This attack requires compromising the git repository. The security benefit is precisely to require that. It's not so hard to make the git repository more secure than than the crates.io tokens are, just encrypt your ssh private key. Since we really want to secure our got repositories in any case, making crates.io at least as secure send a major benefit, even if it's opt-in.
One can hope that the maintainers of the most widely used crates will take the effort to secure their repository keys.
When I said that I've had a different attack in mind when a malicious actor would publish their own crate and their own repo, except the repo had source code that looks innocent, but the crate would contain something else. This is a way to mislead users who review source on GitHub instead of reviewing actual crate source.
I am very worried about insecurity of access tokens, but IMHO that should be addressed directly with 2FA on crates-io, and not indirect and more complicated repo<>crate matching machinery. There's no guarantee that the repo is well protected, but crates-io could enforce its own 2FA.
Indeed, I think the most useful/least misleading thing was if crates.io could tell you the SHA corresponding to a crate, trying to attest to tags/branches seems absolutely the wrong thing to do.
Isn't it true that an attacker who has gained access to publish to creates.io is free to publish a version of a crate that references attacker's own github repo?
If the goal is to make it harder for attackers to publish malicious versions of an existing crate with compromised access tokens, I think implementing some sort of 2FA or staged uploads on the crates.io side would offer better protection than adding optional code verification against a git repository.
While not impossible, implementing code verification wouldn't be trivial either. Cargo modifies the source code of the crate when it generates .crate files (for example it moves the original Cargo.toml to Cargo.toml.orig, changing the contents of Cargo.toml), so we'd have to detect which version of Cargo was used to upload the crate (which is not possible for older Rust versions), download that version (potentially a nightly) and run cargo package on the repository. Cloning git repositories could also be really slow, clogging the crates.io background jobs queue when a lot of crates are published in a short amount of time.
I'm a little confused on the proposed logistics here. Assume that "cargo publish" did the above describe validation. What would happen in the following scenario:
I, a malicious crate publisher, insert some malicious code into my crate. I commit the malicious code via mercurial/pijul/git/whatever. Due to the aforementioned validation, I'm required to push this code to some public repo before publishing. I do that. (I assume I also have to record the name of a version control reference in my cargo.toml file. For example, the name of a git tag). Then I run cargo publish.

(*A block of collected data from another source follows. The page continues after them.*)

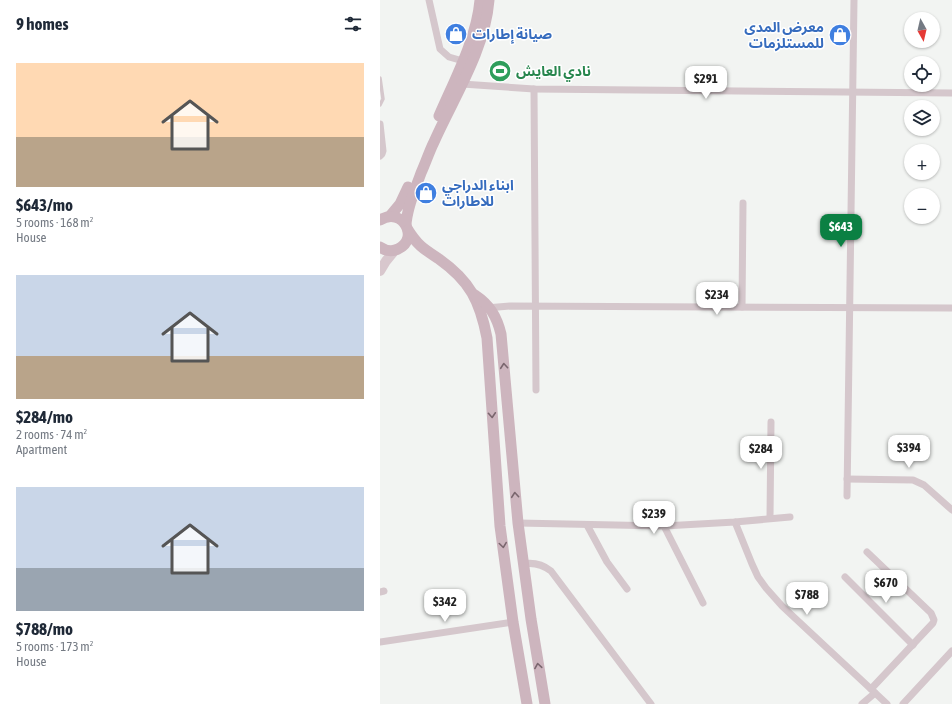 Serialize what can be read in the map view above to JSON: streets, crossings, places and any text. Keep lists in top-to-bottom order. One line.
{"places":{"shop":["صيانة إطارات","معرض المدى للمستلزمات","ابناء الدراجي للاطارات"],"sports":["نادي العايش"]},"north":"bottom","page":{"heading":"9 homes","map_buttons":["+","−"],"list":[{"name":"$643/mo","note":"5 rooms · 168 m² · House"},{"name":"$284/mo","note":"2 rooms · 74 m² · Apartment"},{"name":"$788/mo","note":"5 rooms · 173 m² · House"}],"price":["$291","$643","$234","$394","$284","$239","$670","$788","$342"]}} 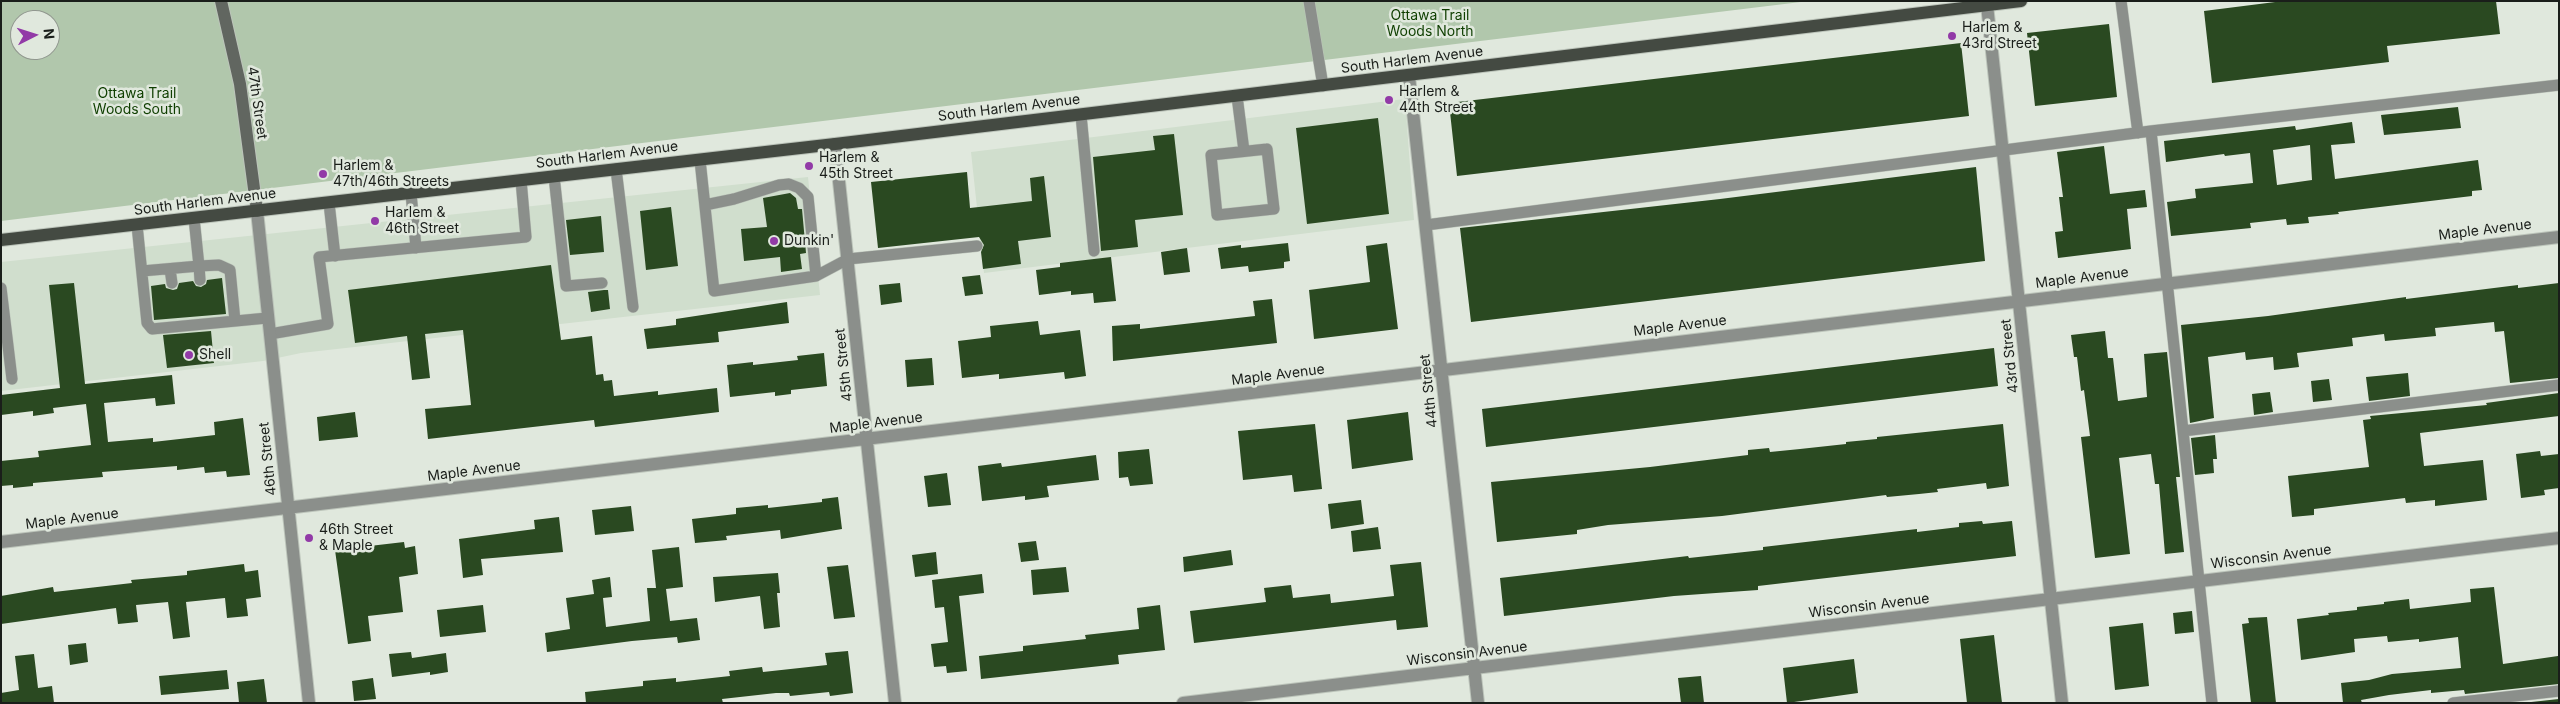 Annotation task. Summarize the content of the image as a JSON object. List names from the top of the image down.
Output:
{
  "streets": {
    "main road": ["South Harlem Avenue", "47th Street"],
    "street": [
      "Maple Avenue",
      "43rd Street",
      "45th Street",
      "44th Street",
      "46th Street",
      "Wisconsin Avenue"
    ]
  },
  "crossings": [
    ["South Harlem Avenue", "47th Street"],
    ["South Harlem Avenue", "43rd Street"],
    ["South Harlem Avenue", "45th Street"],
    ["South Harlem Avenue", "44th Street"],
    ["South Harlem Avenue", "46th Street"],
    ["47th Street", "46th Street"],
    ["Maple Avenue", "43rd Street"],
    ["Maple Avenue", "45th Street"],
    ["Maple Avenue", "44th Street"],
    ["Maple Avenue", "46th Street"],
    ["43rd Street", "Wisconsin Avenue"],
    ["44th Street", "Wisconsin Avenue"]
  ],
  "parks": ["Ottawa Trail Woods North", "Ottawa Trail Woods South"],
  "places": [
    "Harlem & 43rd Street",
    "Harlem & 44th Street",
    "Harlem & 45th Street",
    "Harlem & 47th/46th Streets",
    "Harlem & 46th Street",
    "Dunkin'",
    "Shell",
    "46th Street & Maple"
  ],
  "north": "right"
}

Crates.io on the backend will validate that the publicly available code matches what is uploaded in the .crate file (taking into account the differences described by pietroalbini).
But after that validation happens, I immediately delete the commit/tag that I just published, and perhaps publish a new one in its place (one that doesn't have the malicious code).
What happens now? Anyone can still download the crate file to inspect the code (edit: but the initial code verification is now useless). Will there be additional tools that will allow a downstream user of this malicious crate to say "the code uploaded at package time used to match some public commit, but not that commit cannot be found"? This is too expensive to do everytime a crate is downloaded. Maybe cargo-crev could learn to do this?
FWIW, I am somewhat skeptical of this code-comparison approach, and I also think that 2FA or something similar is the better approach to protect against the misuse of compromised crates.io credentials
Not if my idea is implemented and a previous version referred to the repository. The idea is to use the previous version's repository configuration to prevent that from happening.
I agree that would provide more security if it were used. If it were optional, it might well provide less security. Security approaches that are complicated or inconvenient aren't used.
Not crates.io itself, but certainly a Rust-specific crate source viewer website would be an excellent place to implement Rust-only features like running rust-analyzer or building registry-wide crossreferences to symbols. If this site became the standard for casual source review of Rust crates, then the "I'm not actually looking at the published source" problem goes away.
What is the right place to submit feature requests for this? For example, when pointing to a particular function, it would be good to be able to link to a line in the code, similar to what the rustdoc, GitHub or GitLab source viewer do.
I don't know how useful it is to have both docs.rs source view and the auto generated rustdoc source. Docs.rs will never be able to offer go to definition or anything like that, it doesn't have any info about the code itself. IMO what we should do instead is make it easier to navigate between the Rust source that rustdoc generates, and the non-rust code hosted by docs.rs that rustdoc ignores.
(To be clear, when I say non-rust code, I mean things like README.md, build.rs, Cargo.toml.)
I can neither remember the name of the project nor find it relatively quickly, but I recall a project from a while back that generated static webpages where the code contained go-to-definition style links, type annotations on hover, and similar. It was a clever thing that I wish were more widely used. yes, I know not remembering the name isn't helpful
I would presume something like this could theoretically be tied into the docs.rs build setup, though it would certainly extend the already stressed build times.
Rustdoc excludes source files that aren't used while compiling the current crate. That includes source files used on different platforms, build scripts and files read by build scripts.